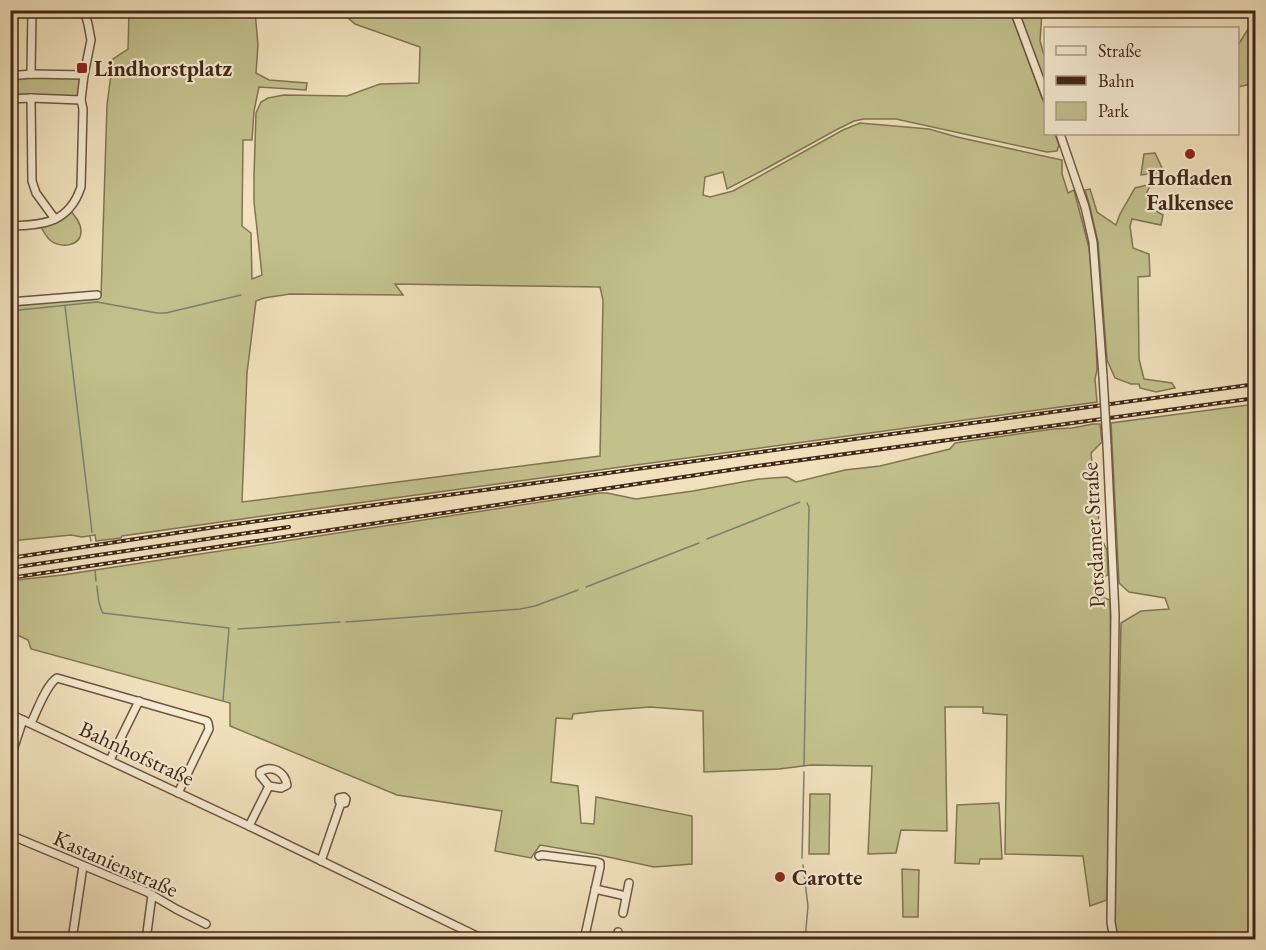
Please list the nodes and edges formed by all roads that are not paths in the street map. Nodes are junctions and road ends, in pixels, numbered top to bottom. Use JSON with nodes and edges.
{"nodes":[{"id":1,"x":84,"y":10,"type":"edge"},
{"id":2,"x":1014,"y":10,"type":"edge"},
{"id":3,"x":31,"y":11,"type":"edge"},
{"id":4,"x":32,"y":74,"type":"junction"},
{"id":5,"x":84,"y":75,"type":"junction"},
{"id":6,"x":10,"y":76,"type":"edge"},
{"id":7,"x":1044,"y":91,"type":"edge"},
{"id":8,"x":31,"y":98,"type":"junction"},
{"id":9,"x":10,"y":99,"type":"edge"},
{"id":10,"x":81,"y":100,"type":"junction"},
{"id":11,"x":1060,"y":135,"type":"edge"},
{"id":12,"x":55,"y":219,"type":"junction"},
{"id":13,"x":10,"y":226,"type":"edge"},
{"id":14,"x":97,"y":295,"type":"dead end"},
{"id":15,"x":10,"y":302,"type":"edge"},
{"id":16,"x":139,"y":701,"type":"junction"},
{"id":17,"x":10,"y":714,"type":"edge"},
{"id":18,"x":23,"y":720,"type":"junction"},
{"id":19,"x":31,"y":723,"type":"junction"},
{"id":20,"x":10,"y":759,"type":"edge"},
{"id":21,"x":111,"y":760,"type":"junction"},
{"id":22,"x":269,"y":786,"type":"dead end"},
{"id":23,"x":178,"y":793,"type":"junction"},
{"id":24,"x":340,"y":803,"type":"dead end"},
{"id":25,"x":249,"y":826,"type":"junction"},
{"id":26,"x":10,"y":835,"type":"edge"},
{"id":27,"x":539,"y":856,"type":"dead end"},
{"id":28,"x":321,"y":861,"type":"junction"},
{"id":29,"x":83,"y":866,"type":"junction"},
{"id":30,"x":629,"y":884,"type":"dead end"},
{"id":31,"x":596,"y":890,"type":"junction"},
{"id":32,"x":153,"y":895,"type":"junction"},
{"id":33,"x":626,"y":896,"type":"junction"},
{"id":34,"x":623,"y":913,"type":"dead end"},
{"id":35,"x":206,"y":924,"type":"dead end"},
{"id":36,"x":72,"y":939,"type":"edge"},
{"id":37,"x":146,"y":939,"type":"edge"},
{"id":38,"x":485,"y":939,"type":"edge"},
{"id":39,"x":586,"y":939,"type":"edge"},
{"id":40,"x":1114,"y":939,"type":"edge"}],
"edges":[{"from":1,"to":5,"type":"street"},
{"from":2,"to":7,"type":"street"},
{"from":3,"to":4,"type":"street"},
{"from":4,"to":5,"type":"street"},
{"from":4,"to":6,"type":"street"},
{"from":5,"to":10,"type":"street"},
{"from":8,"to":9,"type":"street"},
{"from":8,"to":10,"type":"street"},
{"from":8,"to":12,"type":"street"},
{"from":10,"to":12,"type":"street"},
{"from":11,"to":40,"type":"street","name":"Potsdamer Straße","bridge":true},
{"from":12,"to":13,"type":"street"},
{"from":14,"to":15,"type":"street"},
{"from":16,"to":19,"type":"street"},
{"from":16,"to":21,"type":"street"},
{"from":16,"to":23,"type":"street"},
{"from":17,"to":18,"type":"street","name":"Bahnhofstraße"},
{"from":18,"to":19,"type":"street","name":"Bahnhofstraße"},
{"from":18,"to":20,"type":"street"},
{"from":19,"to":21,"type":"street","name":"Bahnhofstraße"},
{"from":21,"to":23,"type":"street","name":"Bahnhofstraße"},
{"from":22,"to":25,"type":"street"},
{"from":23,"to":25,"type":"street","name":"Bahnhofstraße"},
{"from":24,"to":28,"type":"street"},
{"from":25,"to":28,"type":"street","name":"Bahnhofstraße"},
{"from":26,"to":29,"type":"street","name":"Kastanienstraße"},
{"from":27,"to":31,"type":"street"},
{"from":28,"to":38,"type":"street","name":"Bahnhofstraße"},
{"from":29,"to":32,"type":"street","name":"Kastanienstraße"},
{"from":29,"to":36,"type":"street"},
{"from":30,"to":33,"type":"street"},
{"from":31,"to":33,"type":"street"},
{"from":31,"to":39,"type":"street"},
{"from":32,"to":35,"type":"street","name":"Kastanienstraße"},
{"from":32,"to":37,"type":"street"},
{"from":33,"to":34,"type":"street"}]}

__What you are asked to do__: Now transcribe all the entries above exactly, so that no picture is carried over.

__Response for this exercise__:
Please list the nodes and edges formed by all roads that are not paths in the street map. Nodes are junctions and road ends, in pixels, numbered top to bottom. Use JSON with nodes and edges.
{"nodes":[{"id":1,"x":84,"y":10,"type":"edge"},
{"id":2,"x":1014,"y":10,"type":"edge"},
{"id":3,"x":31,"y":11,"type":"edge"},
{"id":4,"x":32,"y":74,"type":"junction"},
{"id":5,"x":84,"y":75,"type":"junction"},
{"id":6,"x":10,"y":76,"type":"edge"},
{"id":7,"x":1044,"y":91,"type":"edge"},
{"id":8,"x":31,"y":98,"type":"junction"},
{"id":9,"x":10,"y":99,"type":"edge"},
{"id":10,"x":81,"y":100,"type":"junction"},
{"id":11,"x":1060,"y":135,"type":"edge"},
{"id":12,"x":55,"y":219,"type":"junction"},
{"id":13,"x":10,"y":226,"type":"edge"},
{"id":14,"x":97,"y":295,"type":"dead end"},
{"id":15,"x":10,"y":302,"type":"edge"},
{"id":16,"x":139,"y":701,"type":"junction"},
{"id":17,"x":10,"y":714,"type":"edge"},
{"id":18,"x":23,"y":720,"type":"junction"},
{"id":19,"x":31,"y":723,"type":"junction"},
{"id":20,"x":10,"y":759,"type":"edge"},
{"id":21,"x":111,"y":760,"type":"junction"},
{"id":22,"x":269,"y":786,"type":"dead end"},
{"id":23,"x":178,"y":793,"type":"junction"},
{"id":24,"x":340,"y":803,"type":"dead end"},
{"id":25,"x":249,"y":826,"type":"junction"},
{"id":26,"x":10,"y":835,"type":"edge"},
{"id":27,"x":539,"y":856,"type":"dead end"},
{"id":28,"x":321,"y":861,"type":"junction"},
{"id":29,"x":83,"y":866,"type":"junction"},
{"id":30,"x":629,"y":884,"type":"dead end"},
{"id":31,"x":596,"y":890,"type":"junction"},
{"id":32,"x":153,"y":895,"type":"junction"},
{"id":33,"x":626,"y":896,"type":"junction"},
{"id":34,"x":623,"y":913,"type":"dead end"},
{"id":35,"x":206,"y":924,"type":"dead end"},
{"id":36,"x":72,"y":939,"type":"edge"},
{"id":37,"x":146,"y":939,"type":"edge"},
{"id":38,"x":485,"y":939,"type":"edge"},
{"id":39,"x":586,"y":939,"type":"edge"},
{"id":40,"x":1114,"y":939,"type":"edge"}],
"edges":[{"from":1,"to":5,"type":"street"},
{"from":2,"to":7,"type":"street"},
{"from":3,"to":4,"type":"street"},
{"from":4,"to":5,"type":"street"},
{"from":4,"to":6,"type":"street"},
{"from":5,"to":10,"type":"street"},
{"from":8,"to":9,"type":"street"},
{"from":8,"to":10,"type":"street"},
{"from":8,"to":12,"type":"street"},
{"from":10,"to":12,"type":"street"},
{"from":11,"to":40,"type":"street","name":"Potsdamer Straße","bridge":true},
{"from":12,"to":13,"type":"street"},
{"from":14,"to":15,"type":"street"},
{"from":16,"to":19,"type":"street"},
{"from":16,"to":21,"type":"street"},
{"from":16,"to":23,"type":"street"},
{"from":17,"to":18,"type":"street","name":"Bahnhofstraße"},
{"from":18,"to":19,"type":"street","name":"Bahnhofstraße"},
{"from":18,"to":20,"type":"street"},
{"from":19,"to":21,"type":"street","name":"Bahnhofstraße"},
{"from":21,"to":23,"type":"street","name":"Bahnhofstraße"},
{"from":22,"to":25,"type":"street"},
{"from":23,"to":25,"type":"street","name":"Bahnhofstraße"},
{"from":24,"to":28,"type":"street"},
{"from":25,"to":28,"type":"street","name":"Bahnhofstraße"},
{"from":26,"to":29,"type":"street","name":"Kastanienstraße"},
{"from":27,"to":31,"type":"street"},
{"from":28,"to":38,"type":"street","name":"Bahnhofstraße"},
{"from":29,"to":32,"type":"street","name":"Kastanienstraße"},
{"from":29,"to":36,"type":"street"},
{"from":30,"to":33,"type":"street"},
{"from":31,"to":33,"type":"street"},
{"from":31,"to":39,"type":"street"},
{"from":32,"to":35,"type":"street","name":"Kastanienstraße"},
{"from":32,"to":37,"type":"street"},
{"from":33,"to":34,"type":"street"}]}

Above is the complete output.